Efficacy of Vorinostat to Induce Fetal Hemoglobin in Sickle Cell Disease (NCT01000155) | Clinical Trial Compass
TerminatedPhase 2
Efficacy of Vorinostat to Induce Fetal Hemoglobin in Sickle Cell Disease
Stopped: The study terminated early due to slow accrual.
United States5 participantsStarted 2009-10
Plain-language summary
Sickle Cell Disease (SCD) is a hereditary anemia that causes the red blood cells to change their shape from a round and doughnut-like shape to a half-moon/crescent, or sickled shape. People who have SCD have a different type of hemoglobin (protein that carries oxygen). This different type of hemoglobin makes the red blood cells change into a crescent shape under certain conditions. Sickle-shaped cells are a problem because they often get stuck in the blood vessels blocking the flow of blood and can cause inflammation and injury to important areas of the body. All babies are born with hemoglobin called fetal hemoglobin (HbF). Soon after birth, HbF production slows down and another hemoglobin called adult hemoglobin (HbA) is made. Clinical studies have shown that increasing the amount of HbF in the blood may prevent sickling of the red blood cells. Vorinostat has been used in the treatment of cancers and in other research studies and information from those suggests that it may help treat SCD by increasing the amount of HbF in the blood. The purpose of this research study is to determine the effectiveness and safety of vorinostat when used to treat SCD.
Who can participate
Age range
18 Years
Sex
ALL
See this in plain English?
AI-rewrites the medical criteria so a patient or caregiver can understand them. Always confirm with the trial site.
Inclusion Criteria:
* Diagnosis of sickle cell disease
* Clinically significant disease defined as at least 1 painful episode per year averaged over the previous 3 years or a history of priapism, stroke, acute chest syndrome, avascular necrosis, multi-organ failure or the need for chronic narcotic medications for pain from sickle cell disease
* Must have failed a previous attempt at treatment with hydroxyurea defined as the inability to achieve a significant absolute increase in % fetal hemoglobin or the inability to tolerate hydroxyurea treatment due to severe side effects such as but not limited to myelosuppression, gastrointestinal symptoms, edema or hepatic enzyme elevations or have contraindications to hydroxyurea
* 18 years of age or older
* Hematologic laboratory values as outlined in the protocol
* Non-hematologic laboratory values as outlined in the protocol
* Must agree not to donate blood or other bodily fluid while taking the study drug and for 28 days thereafter
* Women of child-bearing potential (WCBP) must have a negative serum pregnancy test 72 hours or less prior to starting treatment
* Women of child-bearing potential and men must agree to use 2 forms of adequate contraception prior to study entry and for the duration of study participation
Exclusion Criteria:
* Subjects with hemoglobin SC or SB+ thalassemia
* Subjects on chronic transfusion program
* Subjects who have received RBC transfusions cannot have \>15% adult hemoglobin
* Known positive status fo…
Questions worth asking your doctor
Bring these to your next appointment. They're a starting point for a shared conversation — not a sign you qualify or a recommendation to enrol.

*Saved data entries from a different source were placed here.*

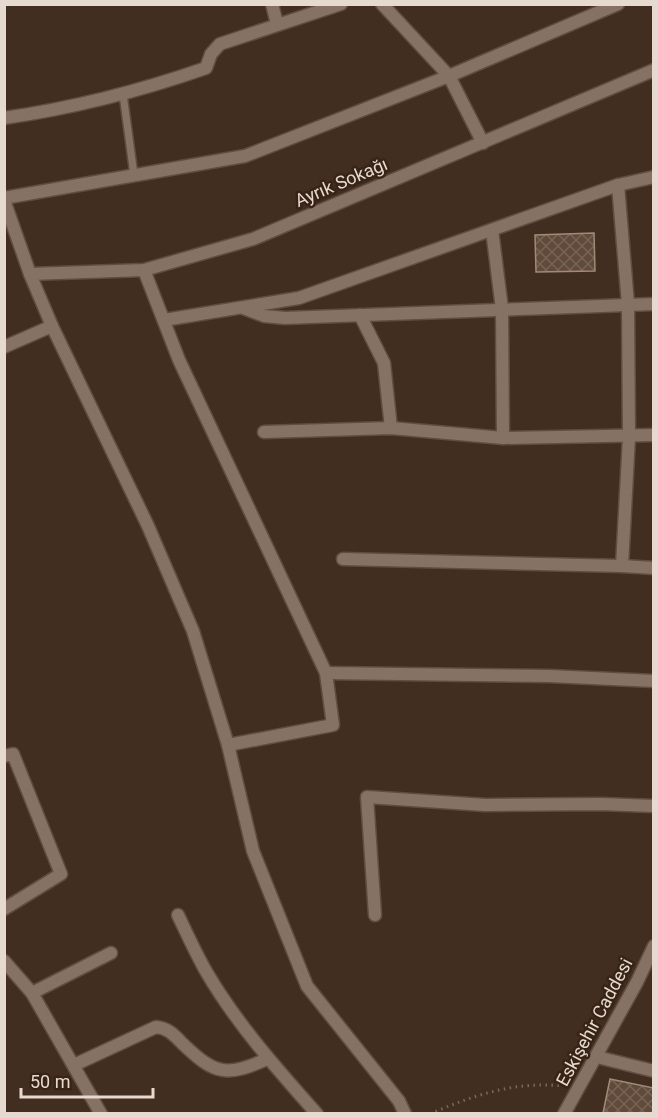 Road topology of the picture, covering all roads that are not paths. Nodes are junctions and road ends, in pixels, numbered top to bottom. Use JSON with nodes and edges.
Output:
{"nodes":[{"id":1,"x":272,"y":4,"type":"edge"},
{"id":2,"x":342,"y":4,"type":"edge"},
{"id":3,"x":382,"y":4,"type":"edge"},
{"id":4,"x":618,"y":4,"type":"edge"},
{"id":5,"x":277,"y":24,"type":"junction"},
{"id":6,"x":654,"y":70,"type":"edge"},
{"id":7,"x":449,"y":76,"type":"junction"},
{"id":8,"x":123,"y":94,"type":"junction"},
{"id":9,"x":4,"y":118,"type":"edge"},
{"id":10,"x":483,"y":143,"type":"junction"},
{"id":11,"x":134,"y":175,"type":"junction"},
{"id":12,"x":654,"y":177,"type":"edge"},
{"id":13,"x":618,"y":185,"type":"junction"},
{"id":14,"x":4,"y":199,"type":"edge"},
{"id":15,"x":492,"y":230,"type":"junction"},
{"id":16,"x":144,"y":270,"type":"junction"},
{"id":17,"x":30,"y":274,"type":"junction"},
{"id":18,"x":628,"y":304,"type":"junction"},
{"id":19,"x":654,"y":304,"type":"edge"},
{"id":20,"x":243,"y":308,"type":"junction"},
{"id":21,"x":502,"y":309,"type":"junction"},
{"id":22,"x":360,"y":315,"type":"junction"},
{"id":23,"x":164,"y":320,"type":"junction"},
{"id":24,"x":52,"y":326,"type":"junction"},
{"id":25,"x":4,"y":347,"type":"edge"},
{"id":26,"x":391,"y":428,"type":"junction"},
{"id":27,"x":264,"y":432,"type":"dead end"},
{"id":28,"x":654,"y":435,"type":"edge"},
{"id":29,"x":629,"y":437,"type":"junction"},
{"id":30,"x":503,"y":438,"type":"junction"},
{"id":31,"x":343,"y":559,"type":"dead end"},
{"id":32,"x":622,"y":566,"type":"junction"},
{"id":33,"x":654,"y":568,"type":"edge"},
{"id":34,"x":326,"y":673,"type":"junction"},
{"id":35,"x":654,"y":681,"type":"edge"},
{"id":36,"x":228,"y":745,"type":"junction"},
{"id":37,"x":4,"y":756,"type":"edge"},
{"id":38,"x":654,"y":806,"type":"edge"},
{"id":39,"x":4,"y":909,"type":"edge"},
{"id":40,"x":178,"y":915,"type":"dead end"},
{"id":41,"x":375,"y":915,"type":"dead end"},
{"id":42,"x":654,"y":946,"type":"edge"},
{"id":43,"x":111,"y":953,"type":"dead end"},
{"id":44,"x":6,"y":965,"type":"edge"},
{"id":45,"x":32,"y":993,"type":"junction"},
{"id":46,"x":597,"y":1057,"type":"junction"},
{"id":47,"x":267,"y":1059,"type":"junction"},
{"id":48,"x":74,"y":1065,"type":"junction"},
{"id":49,"x":654,"y":1071,"type":"edge"},
{"id":50,"x":101,"y":1113,"type":"edge"},
{"id":51,"x":317,"y":1113,"type":"edge"},
{"id":52,"x":405,"y":1113,"type":"edge"},
{"id":53,"x":564,"y":1113,"type":"edge"}],
"edges":[{"from":1,"to":5,"type":"street"},
{"from":2,"to":5,"type":"street"},
{"from":3,"to":7,"type":"street"},
{"from":4,"to":7,"type":"street"},
{"from":5,"to":8,"type":"street"},
{"from":6,"to":10,"type":"street","name":"Ayrık Sokağı"},
{"from":7,"to":10,"type":"street"},
{"from":7,"to":11,"type":"street"},
{"from":8,"to":9,"type":"street"},
{"from":8,"to":11,"type":"lane"},
{"from":10,"to":16,"type":"street","name":"Ayrık Sokağı"},
{"from":11,"to":14,"type":"street"},
{"from":12,"to":13,"type":"street"},
{"from":13,"to":15,"type":"street"},
{"from":13,"to":18,"type":"street"},
{"from":14,"to":17,"type":"street"},
{"from":15,"to":20,"type":"street"},
{"from":15,"to":21,"type":"street"},
{"from":16,"to":17,"type":"street","name":"Ayrık Sokağı"},
{"from":16,"to":23,"type":"street"},
{"from":17,"to":24,"type":"street"},
{"from":18,"to":19,"type":"street"},
{"from":18,"to":21,"type":"street"},
{"from":18,"to":29,"type":"street"},
{"from":20,"to":22,"type":"street"},
{"from":20,"to":23,"type":"street"},
{"from":21,"to":22,"type":"street"},
{"from":21,"to":30,"type":"street"},
{"from":22,"to":26,"type":"street"},
{"from":23,"to":34,"type":"street"},
{"from":24,"to":25,"type":"street"},
{"from":24,"to":36,"type":"street"},
{"from":26,"to":27,"type":"street"},
{"from":26,"to":30,"type":"street"},
{"from":28,"to":29,"type":"street"},
{"from":29,"to":30,"type":"street"},
{"from":29,"to":32,"type":"street"},
{"from":31,"to":32,"type":"street"},
{"from":32,"to":33,"type":"street"},
{"from":34,"to":35,"type":"street"},
{"from":34,"to":36,"type":"street"},
{"from":36,"to":52,"type":"street"},
{"from":37,"to":39,"type":"street"},
{"from":38,"to":41,"type":"street"},
{"from":40,"to":47,"type":"street"},
{"from":42,"to":46,"type":"street","name":"Eskişehir Caddesi"},
{"from":43,"to":45,"type":"street"},
{"from":44,"to":45,"type":"street"},
{"from":45,"to":48,"type":"street"},
{"from":46,"to":49,"type":"street"},
{"from":46,"to":53,"type":"street","name":"Eskişehir Caddesi"},
{"from":47,"to":48,"type":"street"},
{"from":47,"to":51,"type":"street"},
{"from":48,"to":50,"type":"street"}]} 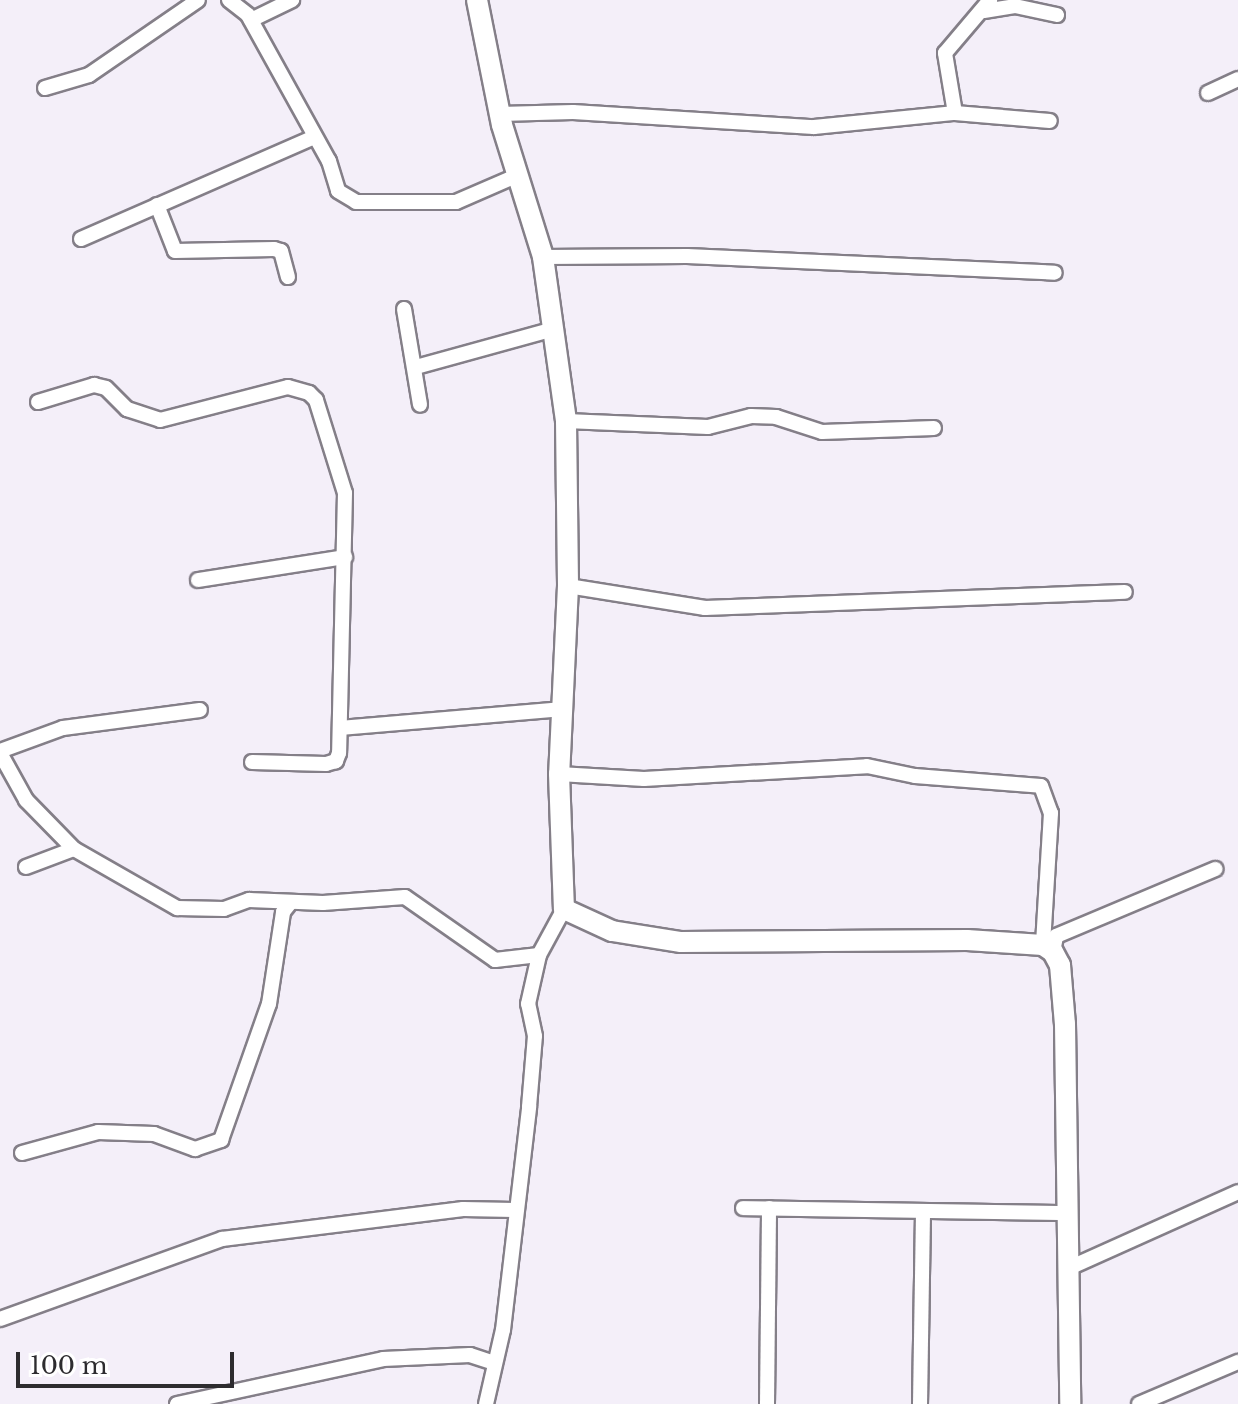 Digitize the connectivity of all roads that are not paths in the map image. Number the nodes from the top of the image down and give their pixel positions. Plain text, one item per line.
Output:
1 (198, 0) edge
2 (229, 0) edge
3 (292, 0) edge
4 (477, 0) edge
5 (987, 6) edge
6 (1057, 15) dead end
7 (251, 20) junction
8 (1238, 79) edge
9 (45, 88) dead end
10 (1208, 93) dead end
11 (955, 113) junction
12 (500, 114) junction
13 (1050, 121) dead end
14 (315, 137) junction
15 (516, 176) junction
16 (157, 205) junction
17 (81, 239) dead end
18 (543, 257) junction
19 (1055, 273) dead end
20 (288, 277) dead end
21 (404, 309) dead end
22 (554, 329) junction
23 (416, 367) junction
24 (38, 402) dead end
25 (420, 405) dead end
26 (566, 421) junction
27 (934, 428) dead end
28 (345, 557) junction
29 (198, 580) dead end
30 (568, 586) junction
31 (1125, 592) dead end
32 (562, 709) junction
33 (200, 710) dead end
34 (341, 728) junction
35 (0, 752) edge
36 (252, 762) dead end
37 (559, 774) junction
38 (74, 849) junction
39 (26, 867) dead end
40 (1215, 869) dead end
41 (290, 903) junction
42 (564, 909) junction
43 (1048, 948) junction
44 (539, 955) junction
45 (22, 1153) dead end
46 (1238, 1192) edge
47 (743, 1208) dead end
48 (769, 1208) junction
49 (514, 1210) junction
50 (923, 1211) junction
51 (1068, 1213) junction
52 (1069, 1268) junction
53 (0, 1319) edge
54 (1238, 1362) edge
55 (495, 1363) junction
56 (177, 1404) edge
57 (486, 1404) edge
58 (767, 1404) edge
59 (920, 1404) edge
60 (1070, 1404) edge
61 (1139, 1404) edge

1 - 9 street
2 - 7 street
3 - 7 street
4 - 12 street
5 - 6 street
5 - 11 street
7 - 14 street
8 - 10 street
11 - 12 street
11 - 13 street
12 - 15 street
14 - 15 street
14 - 16 street
15 - 18 street
16 - 17 street
16 - 20 street
18 - 19 street
18 - 22 street
21 - 23 street
22 - 23 street
22 - 26 street
23 - 25 street
24 - 28 street
26 - 27 street
26 - 30 street
28 - 29 street
28 - 34 street
30 - 31 street
30 - 32 street
32 - 34 street
32 - 37 street
33 - 35 street
34 - 36 street
35 - 38 street
37 - 42 street
37 - 43 street
38 - 39 street
38 - 41 street
40 - 43 street
41 - 44 street
41 - 45 street
42 - 43 street
42 - 44 street
43 - 51 street
44 - 49 street
46 - 52 street
47 - 48 street
48 - 50 street
48 - 58 street
49 - 53 street
49 - 55 street
50 - 51 street
50 - 59 street
51 - 52 street
52 - 60 street
54 - 61 street
55 - 56 street
55 - 57 street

1Based on my diagnosis and history, is this trial worth exploring for me — or is there a standard treatment we should try first?
2What does this trial's phase tell us about how much is already known about its safety and benefit?
3What would taking part actually involve for me — visits, tests, time, and travel?
4What are the known and possible risks or side effects I should weigh, and how would they be monitored?
5If this trial isn't the right fit, what other options or trials would you suggest I look into?
Generated to help you prepare — always confirm anything about your own eligibility and care with the study team and your doctor.
Questions for the trial coordinator
The trial coordinator is the person who runs the study day to day. These cover the practical side — logistics, costs, and what taking part would actually mean for your life. The study team confirms whether you meet the criteria; these are questions to ask, not a sign you qualify.
1What does taking part actually involve week to week — how many visits, where, and how long does each one take?
2What costs are covered by the study, and what might I have to pay for myself, including travel, parking, or time off work?
3What happens during screening, and what happens if the study team confirms I don't meet the criteria after those tests?
4Who pays for the scans, blood work, and other tests the trial requires — the study, my insurance, or me?
5How will being in the trial affect my regular care, and will my own doctor stay informed and involved?
6Can I leave the trial at any point if I change my mind, and what would happen to my care if I do?
A starting point for the conversation — always confirm anything about your own eligibility, costs, and care with the study team and your doctor.